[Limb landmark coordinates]
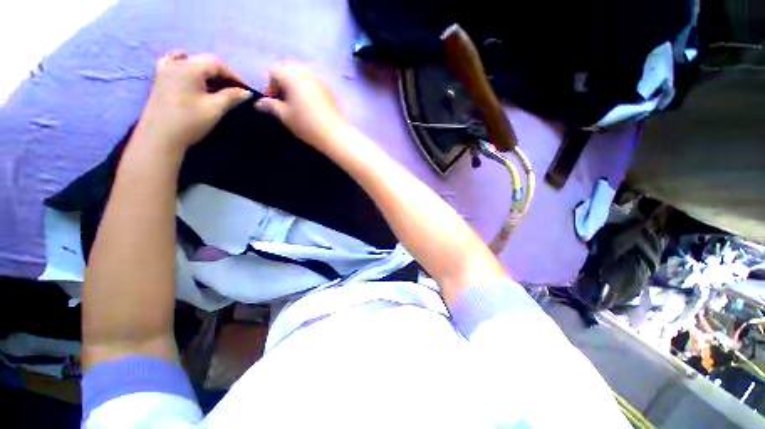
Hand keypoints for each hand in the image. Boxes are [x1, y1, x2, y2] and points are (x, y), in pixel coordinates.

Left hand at [135, 52, 251, 152]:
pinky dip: (186, 66)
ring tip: (216, 86)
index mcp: (190, 67)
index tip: (245, 90)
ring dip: (206, 72)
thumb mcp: (215, 109)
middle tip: (234, 91)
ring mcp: (165, 70)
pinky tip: (190, 74)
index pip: (217, 64)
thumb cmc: (189, 121)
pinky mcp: (159, 79)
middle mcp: (176, 63)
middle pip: (204, 62)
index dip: (234, 76)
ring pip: (191, 62)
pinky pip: (174, 63)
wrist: (160, 137)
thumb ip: (231, 97)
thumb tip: (247, 92)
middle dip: (222, 74)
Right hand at [255, 61, 346, 149]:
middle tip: (283, 99)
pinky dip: (307, 88)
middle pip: (288, 68)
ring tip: (295, 102)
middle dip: (282, 81)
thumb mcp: (284, 115)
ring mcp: (319, 79)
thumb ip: (271, 106)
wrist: (334, 133)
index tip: (272, 102)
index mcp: (291, 75)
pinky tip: (309, 104)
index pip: (274, 72)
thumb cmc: (306, 123)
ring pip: (302, 74)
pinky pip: (313, 82)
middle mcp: (305, 72)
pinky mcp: (329, 89)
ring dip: (295, 83)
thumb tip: (259, 103)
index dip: (270, 86)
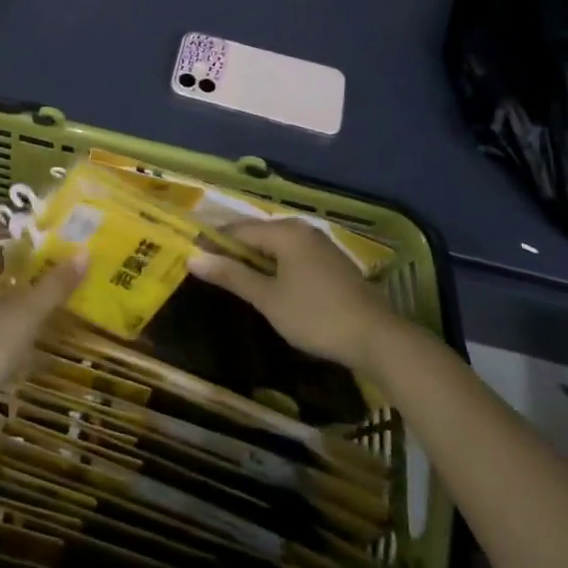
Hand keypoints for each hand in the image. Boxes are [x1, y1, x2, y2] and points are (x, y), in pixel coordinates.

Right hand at [190, 219, 399, 371]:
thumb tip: (193, 258)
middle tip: (208, 268)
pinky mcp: (331, 262)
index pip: (238, 230)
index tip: (191, 255)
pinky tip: (267, 283)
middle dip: (233, 249)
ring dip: (254, 259)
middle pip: (257, 234)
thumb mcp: (268, 299)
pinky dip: (274, 264)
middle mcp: (302, 230)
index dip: (213, 242)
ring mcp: (320, 245)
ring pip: (276, 245)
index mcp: (285, 232)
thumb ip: (232, 276)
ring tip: (233, 277)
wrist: (377, 338)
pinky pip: (292, 255)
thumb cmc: (315, 316)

--- Task requirements ---
Exactly as written, give every entry again, but not the pictures.

--- Response below ---
Hand keypoints for each hand in the image. Boxes are [x1, y1, x2, y2] and points are (x, y), in pixel coordinates.

Left hand at [135, 52, 251, 152]:
pinky dip: (186, 66)
ring tip: (216, 86)
index mcp: (190, 67)
index tip: (245, 90)
ring dip: (206, 72)
thumb mcp: (215, 109)
middle tip: (234, 91)
ring mcp: (165, 70)
pinky tip: (190, 74)
index pip: (217, 64)
thumb cmc: (189, 121)
pinky mcp: (159, 79)
middle mcp: (176, 63)
middle pip: (204, 62)
index dip: (234, 76)
ring pip: (191, 62)
pinky pip: (174, 63)
wrist: (160, 137)
thumb ip: (231, 97)
thumb tip: (247, 92)
middle dip: (222, 74)
Right hand at [255, 61, 346, 149]:
middle tip: (283, 99)
pinky dip: (307, 88)
middle pip: (288, 68)
ring tip: (295, 102)
middle dip: (282, 81)
thumb mcp: (284, 115)
ring mcp: (319, 79)
thumb ip: (271, 106)
wrist: (334, 133)
index tip: (272, 102)
index mcp: (291, 75)
pinky tip: (309, 104)
index pip: (274, 72)
thumb cmc: (306, 123)
ring pip: (302, 74)
pinky pip: (313, 82)
middle mcp: (305, 72)
pinky mcp: (329, 89)
ring dip: (295, 83)
thumb tip: (259, 103)
index dip: (270, 86)
Hand keypoints for each hand in the image. Boxes are [x1, y1, x2, y2] and points are (x, y), in pixel coordinates.

Right hand at [190, 219, 399, 371]:
thumb tip: (193, 258)
middle tip: (208, 268)
pinky mcp: (331, 262)
index pip: (238, 230)
index tip: (191, 255)
pinky tip: (267, 283)
middle dip: (233, 249)
ring dip: (254, 259)
middle pip: (257, 234)
thumb mcp: (268, 299)
pinky dip: (274, 264)
middle mcp: (302, 230)
index dip: (213, 242)
ring mcp: (320, 245)
ring pip: (276, 245)
index mcp: (285, 232)
thumb ip: (232, 276)
ring tip: (233, 277)
wrist: (377, 338)
pinky pip: (292, 255)
thumb cmc: (315, 316)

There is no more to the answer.